The provision of an underlying earnings per share has been included to
identify the performance of the continuing operations before amortisation of
goodwill and profit on sale of fixed assets.
Total Group Continuing operations
before exceptional items
1998 1997 1998 1997
#m #m #m #m
----- ----- ----- -----
Operating profit before 52.1 42.0 52.1 42.0
amortisation of goodwill
Amortisation of goodwill (1.1) - - -
Profit on sale of fixed assets 0.9 1.2 - -
Interest payable, net (2.4) (0.1) (2.4) (0.1)
----- ----- ----- -----
Profit before taxation 49.5 43.1 49.7 41.9
Taxation (14.2) (11.2) (13.9) (10.9)
----- ----- ----- -----
Profit after taxation 35.3 31.9 35.8 31.0
----- ----- ----- -----
Weighted average number
of shares - basic 304.3m 304.5m 304.3m 304.5m
----- ----- ----- -----
- fully diluted 306.1m 305.7m
----- -----
Earnings per share
- basic 11.61p 10.48p
----- -----
- fully diluted 11.54p 10.44p
----- -----
- underlying 11.75p 10.18p
----- -----
4. Group Cash Flow Statement
a) Reconciliation of operating profit to net cash inflow from operating
activities
1998 1997
#m #m
----- -----
Group operating profit 51.0 42.0
Depreciation of tangible fixed assets 15.8 15.9
Amortisation of goodwill 1.1 -
Increase in stocks (4.7) (1.1)
Increase in debtors (1.9) (6.2)
Increase in creditors 13.6 18.0
Working capital currency variations 0.3 (0.3)
----- -----
Net cash inflow from operating activities 75.2 68.3
----- -----
b) Reconciliation of net cash flow to movement in net debt
1998 1997
#m #m
----- -----
Increase in cash in the period 10.5 2.5
Increase in loans (58.6) (2.1)
(Decrease)/increase in liquid resources (7.1) 3.9
Decrease in current asset
investments due after one year (3.1) (2.5)
----- -----
Change in net debt resulting from cash flows (58.3) 1.8
Currency variations on net borrowings (1.0) (0.6)
----- -----
Movement in net debt in the period (59.3) 1.2
Net debt at 1 January (19.3) (20.5)
----- -----
Net debt at 31 December (78.6) (19.3)
----- -----
5. Reconciliation of Movements in Shareholders' Funds
Other reserves
---------------------------
Share Share Revaluation Special Total Profit Total
capital premium & loss
account account
#m #m #m #m #m #m #m
------------------------------------------------------------
At 1 January 1998 30.5 0.8 2.2 17.0 19.2 80.3 130.8
Profit for the
financial year- - - - - - 35.3 35.3
Dividends - - - - - (14.3) (14.3)
Share issues 0.2 2.3 - - - - 2.5
Currency variations - - - - - (2.0) (2.0)
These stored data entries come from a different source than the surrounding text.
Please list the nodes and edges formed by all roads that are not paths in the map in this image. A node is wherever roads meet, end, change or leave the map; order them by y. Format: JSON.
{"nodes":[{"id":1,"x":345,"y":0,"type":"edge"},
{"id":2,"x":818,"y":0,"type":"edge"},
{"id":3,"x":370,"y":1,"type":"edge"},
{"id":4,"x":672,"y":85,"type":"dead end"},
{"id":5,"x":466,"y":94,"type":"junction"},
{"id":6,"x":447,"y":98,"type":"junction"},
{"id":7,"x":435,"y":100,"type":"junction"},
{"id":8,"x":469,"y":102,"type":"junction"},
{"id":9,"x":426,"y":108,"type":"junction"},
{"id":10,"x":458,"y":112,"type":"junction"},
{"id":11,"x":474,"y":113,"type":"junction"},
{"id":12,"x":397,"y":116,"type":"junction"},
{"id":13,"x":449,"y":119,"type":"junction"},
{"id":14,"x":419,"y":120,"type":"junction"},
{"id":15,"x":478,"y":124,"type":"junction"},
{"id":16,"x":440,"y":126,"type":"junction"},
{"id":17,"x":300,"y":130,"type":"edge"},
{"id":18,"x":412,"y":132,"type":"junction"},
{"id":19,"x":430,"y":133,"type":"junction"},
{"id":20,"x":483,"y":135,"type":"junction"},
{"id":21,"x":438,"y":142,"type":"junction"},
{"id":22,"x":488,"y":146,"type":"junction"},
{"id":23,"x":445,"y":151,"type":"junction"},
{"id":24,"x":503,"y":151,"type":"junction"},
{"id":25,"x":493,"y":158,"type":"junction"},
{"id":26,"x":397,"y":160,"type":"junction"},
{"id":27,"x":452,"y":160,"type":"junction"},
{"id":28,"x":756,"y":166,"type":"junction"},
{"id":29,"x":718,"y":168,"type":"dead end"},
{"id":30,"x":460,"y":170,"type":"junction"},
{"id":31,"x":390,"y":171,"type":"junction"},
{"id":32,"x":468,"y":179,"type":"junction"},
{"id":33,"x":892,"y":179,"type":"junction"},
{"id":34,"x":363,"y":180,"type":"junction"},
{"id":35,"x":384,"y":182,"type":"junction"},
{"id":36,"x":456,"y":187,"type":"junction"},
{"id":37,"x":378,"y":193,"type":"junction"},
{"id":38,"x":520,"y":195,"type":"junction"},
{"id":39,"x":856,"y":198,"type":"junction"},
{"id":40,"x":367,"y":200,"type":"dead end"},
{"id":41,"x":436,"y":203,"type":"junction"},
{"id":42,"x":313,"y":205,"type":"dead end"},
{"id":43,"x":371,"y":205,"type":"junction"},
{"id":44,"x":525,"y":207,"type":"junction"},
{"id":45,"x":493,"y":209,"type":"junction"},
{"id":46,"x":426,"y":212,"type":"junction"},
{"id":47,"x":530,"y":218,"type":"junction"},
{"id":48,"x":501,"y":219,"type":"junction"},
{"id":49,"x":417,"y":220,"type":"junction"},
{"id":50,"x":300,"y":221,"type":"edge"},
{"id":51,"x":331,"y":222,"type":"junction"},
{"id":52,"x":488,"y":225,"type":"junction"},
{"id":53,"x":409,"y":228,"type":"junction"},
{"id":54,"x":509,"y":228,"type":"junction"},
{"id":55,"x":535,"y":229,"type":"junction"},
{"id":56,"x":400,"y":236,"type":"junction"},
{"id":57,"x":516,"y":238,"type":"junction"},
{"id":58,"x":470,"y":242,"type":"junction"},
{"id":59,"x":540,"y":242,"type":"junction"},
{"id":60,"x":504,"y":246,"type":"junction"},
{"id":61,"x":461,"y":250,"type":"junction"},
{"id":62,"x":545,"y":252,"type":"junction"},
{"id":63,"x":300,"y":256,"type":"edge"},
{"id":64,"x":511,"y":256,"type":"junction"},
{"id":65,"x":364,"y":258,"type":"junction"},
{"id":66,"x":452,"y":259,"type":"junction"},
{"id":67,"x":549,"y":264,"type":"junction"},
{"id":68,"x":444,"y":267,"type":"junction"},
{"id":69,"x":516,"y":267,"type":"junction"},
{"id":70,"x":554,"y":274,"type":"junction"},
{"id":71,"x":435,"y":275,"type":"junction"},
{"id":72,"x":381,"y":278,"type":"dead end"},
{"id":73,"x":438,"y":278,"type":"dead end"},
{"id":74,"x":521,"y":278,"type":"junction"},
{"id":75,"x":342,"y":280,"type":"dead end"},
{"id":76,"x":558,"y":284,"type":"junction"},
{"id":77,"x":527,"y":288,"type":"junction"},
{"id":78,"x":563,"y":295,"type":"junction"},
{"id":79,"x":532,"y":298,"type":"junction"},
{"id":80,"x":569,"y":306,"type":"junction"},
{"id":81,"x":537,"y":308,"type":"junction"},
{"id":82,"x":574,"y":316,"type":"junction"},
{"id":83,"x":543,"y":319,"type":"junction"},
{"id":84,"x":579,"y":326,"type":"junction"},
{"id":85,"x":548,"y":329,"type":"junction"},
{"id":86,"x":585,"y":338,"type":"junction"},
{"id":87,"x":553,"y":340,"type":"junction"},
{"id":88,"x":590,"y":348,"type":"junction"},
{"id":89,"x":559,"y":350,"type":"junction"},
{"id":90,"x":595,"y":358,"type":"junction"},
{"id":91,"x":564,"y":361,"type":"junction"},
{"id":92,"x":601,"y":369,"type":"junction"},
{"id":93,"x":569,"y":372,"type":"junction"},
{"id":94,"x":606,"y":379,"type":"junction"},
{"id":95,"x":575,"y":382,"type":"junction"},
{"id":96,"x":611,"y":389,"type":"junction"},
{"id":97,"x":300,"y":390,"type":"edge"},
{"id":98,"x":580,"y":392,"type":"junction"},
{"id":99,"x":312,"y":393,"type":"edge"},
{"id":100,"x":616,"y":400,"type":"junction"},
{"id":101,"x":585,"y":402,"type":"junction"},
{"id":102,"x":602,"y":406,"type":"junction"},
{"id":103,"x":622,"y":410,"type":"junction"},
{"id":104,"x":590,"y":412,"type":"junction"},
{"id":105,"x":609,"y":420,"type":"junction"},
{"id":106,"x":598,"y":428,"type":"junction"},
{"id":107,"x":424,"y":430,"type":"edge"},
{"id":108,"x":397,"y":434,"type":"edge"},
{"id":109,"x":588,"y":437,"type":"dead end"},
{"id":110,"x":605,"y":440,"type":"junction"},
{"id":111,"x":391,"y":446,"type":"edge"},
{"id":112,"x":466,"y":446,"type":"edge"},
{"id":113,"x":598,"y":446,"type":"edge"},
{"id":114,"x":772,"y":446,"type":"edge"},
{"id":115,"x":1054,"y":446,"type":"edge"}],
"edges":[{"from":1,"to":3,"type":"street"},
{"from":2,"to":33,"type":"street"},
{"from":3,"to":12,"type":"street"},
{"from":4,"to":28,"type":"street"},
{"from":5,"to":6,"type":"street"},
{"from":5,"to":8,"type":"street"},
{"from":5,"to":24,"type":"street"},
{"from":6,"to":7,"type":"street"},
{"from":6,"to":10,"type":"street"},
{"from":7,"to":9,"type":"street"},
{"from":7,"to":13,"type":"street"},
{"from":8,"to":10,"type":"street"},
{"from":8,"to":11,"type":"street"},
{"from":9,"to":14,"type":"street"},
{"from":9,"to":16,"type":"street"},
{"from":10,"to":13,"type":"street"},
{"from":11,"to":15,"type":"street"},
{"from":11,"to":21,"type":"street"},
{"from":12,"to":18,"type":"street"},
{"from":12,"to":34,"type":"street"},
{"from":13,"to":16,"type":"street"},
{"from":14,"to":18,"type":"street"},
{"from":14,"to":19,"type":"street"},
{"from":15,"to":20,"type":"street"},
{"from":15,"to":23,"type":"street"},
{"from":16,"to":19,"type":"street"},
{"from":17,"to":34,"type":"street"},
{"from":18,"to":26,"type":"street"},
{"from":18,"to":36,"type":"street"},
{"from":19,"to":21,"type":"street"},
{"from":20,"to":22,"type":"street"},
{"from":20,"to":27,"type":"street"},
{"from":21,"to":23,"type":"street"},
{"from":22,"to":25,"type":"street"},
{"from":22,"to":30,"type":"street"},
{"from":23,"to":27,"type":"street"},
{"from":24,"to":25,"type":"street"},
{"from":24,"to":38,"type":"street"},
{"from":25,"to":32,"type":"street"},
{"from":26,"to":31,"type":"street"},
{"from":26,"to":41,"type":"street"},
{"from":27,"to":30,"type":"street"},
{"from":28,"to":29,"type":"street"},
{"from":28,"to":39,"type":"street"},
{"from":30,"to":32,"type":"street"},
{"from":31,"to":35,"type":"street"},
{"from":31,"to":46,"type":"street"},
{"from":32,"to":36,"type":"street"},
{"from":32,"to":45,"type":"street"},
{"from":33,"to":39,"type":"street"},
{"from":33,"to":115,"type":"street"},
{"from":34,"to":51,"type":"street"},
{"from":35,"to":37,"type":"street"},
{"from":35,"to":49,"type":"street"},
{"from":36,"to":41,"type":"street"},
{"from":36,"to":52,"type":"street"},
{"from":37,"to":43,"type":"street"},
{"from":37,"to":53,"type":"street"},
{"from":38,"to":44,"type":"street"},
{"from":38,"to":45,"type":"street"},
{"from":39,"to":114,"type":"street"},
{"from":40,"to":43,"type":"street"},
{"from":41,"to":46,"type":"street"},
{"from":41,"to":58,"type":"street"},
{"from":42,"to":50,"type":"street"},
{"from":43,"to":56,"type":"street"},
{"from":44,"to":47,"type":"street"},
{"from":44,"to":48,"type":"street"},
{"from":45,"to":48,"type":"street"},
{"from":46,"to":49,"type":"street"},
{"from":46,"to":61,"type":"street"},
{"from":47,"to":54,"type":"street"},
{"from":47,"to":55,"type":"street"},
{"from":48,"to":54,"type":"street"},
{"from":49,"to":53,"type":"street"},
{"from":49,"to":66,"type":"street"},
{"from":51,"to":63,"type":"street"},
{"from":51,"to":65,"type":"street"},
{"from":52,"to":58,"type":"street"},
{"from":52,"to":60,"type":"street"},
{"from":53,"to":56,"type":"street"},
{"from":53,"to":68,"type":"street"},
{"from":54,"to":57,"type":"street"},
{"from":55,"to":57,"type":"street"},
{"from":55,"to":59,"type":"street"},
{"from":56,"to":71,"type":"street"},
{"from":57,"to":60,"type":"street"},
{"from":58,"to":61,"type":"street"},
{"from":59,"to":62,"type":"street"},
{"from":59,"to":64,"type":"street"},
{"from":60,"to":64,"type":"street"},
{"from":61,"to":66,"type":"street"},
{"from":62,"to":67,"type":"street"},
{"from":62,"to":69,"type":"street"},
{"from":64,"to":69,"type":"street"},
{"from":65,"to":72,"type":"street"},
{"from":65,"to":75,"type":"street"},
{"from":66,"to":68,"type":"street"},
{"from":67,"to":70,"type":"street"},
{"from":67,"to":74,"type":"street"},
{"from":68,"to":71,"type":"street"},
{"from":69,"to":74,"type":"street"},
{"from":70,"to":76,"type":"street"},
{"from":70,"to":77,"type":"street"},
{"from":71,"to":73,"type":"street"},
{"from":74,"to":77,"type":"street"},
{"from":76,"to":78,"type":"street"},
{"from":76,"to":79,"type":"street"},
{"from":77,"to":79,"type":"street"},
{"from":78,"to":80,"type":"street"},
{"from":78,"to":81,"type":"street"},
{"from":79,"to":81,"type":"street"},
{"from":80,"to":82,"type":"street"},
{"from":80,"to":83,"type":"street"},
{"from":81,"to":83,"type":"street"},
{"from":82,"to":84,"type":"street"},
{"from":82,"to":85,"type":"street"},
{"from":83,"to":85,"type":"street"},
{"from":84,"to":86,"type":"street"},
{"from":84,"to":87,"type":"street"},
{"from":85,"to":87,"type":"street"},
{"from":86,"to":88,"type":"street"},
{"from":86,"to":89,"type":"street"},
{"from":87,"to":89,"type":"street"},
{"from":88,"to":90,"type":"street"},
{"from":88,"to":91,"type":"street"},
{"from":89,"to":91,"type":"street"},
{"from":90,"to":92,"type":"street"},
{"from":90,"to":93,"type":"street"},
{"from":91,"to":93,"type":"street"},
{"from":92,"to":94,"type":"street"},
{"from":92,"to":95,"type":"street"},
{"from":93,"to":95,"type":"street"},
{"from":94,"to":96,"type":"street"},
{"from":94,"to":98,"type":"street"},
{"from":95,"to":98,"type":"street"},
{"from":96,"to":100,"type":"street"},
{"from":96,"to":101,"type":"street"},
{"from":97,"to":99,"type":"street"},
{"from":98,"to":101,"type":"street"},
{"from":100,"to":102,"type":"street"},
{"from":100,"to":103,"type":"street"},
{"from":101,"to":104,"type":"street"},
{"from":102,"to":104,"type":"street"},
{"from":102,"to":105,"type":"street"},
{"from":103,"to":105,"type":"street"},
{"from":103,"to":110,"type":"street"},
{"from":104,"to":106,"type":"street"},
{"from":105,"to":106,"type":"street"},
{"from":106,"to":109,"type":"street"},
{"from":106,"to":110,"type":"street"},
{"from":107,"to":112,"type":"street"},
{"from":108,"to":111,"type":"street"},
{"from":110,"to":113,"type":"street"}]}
------------------------------------------------------------
At 31 December
1998 30.7 3.1 2.2 17.0 19.2 99.3 152.3
------------------------------------------------------------
6. Status of Financial Information
The financial information set out above does not constitute the Group's
statutory accounts for the years ended 31 December 1998 or 1997 but is derived
from those accounts. Statutory accounts for 1997 have been delivered to the
Registrar of Companies, and those for 1998 will be delivered following the
Company's Annual General Meeting. The auditors have reported on those
accounts; their reports were unqualified and did not contain statements under
Sections 235, 237(2) or (3) of the Companies Act 1985.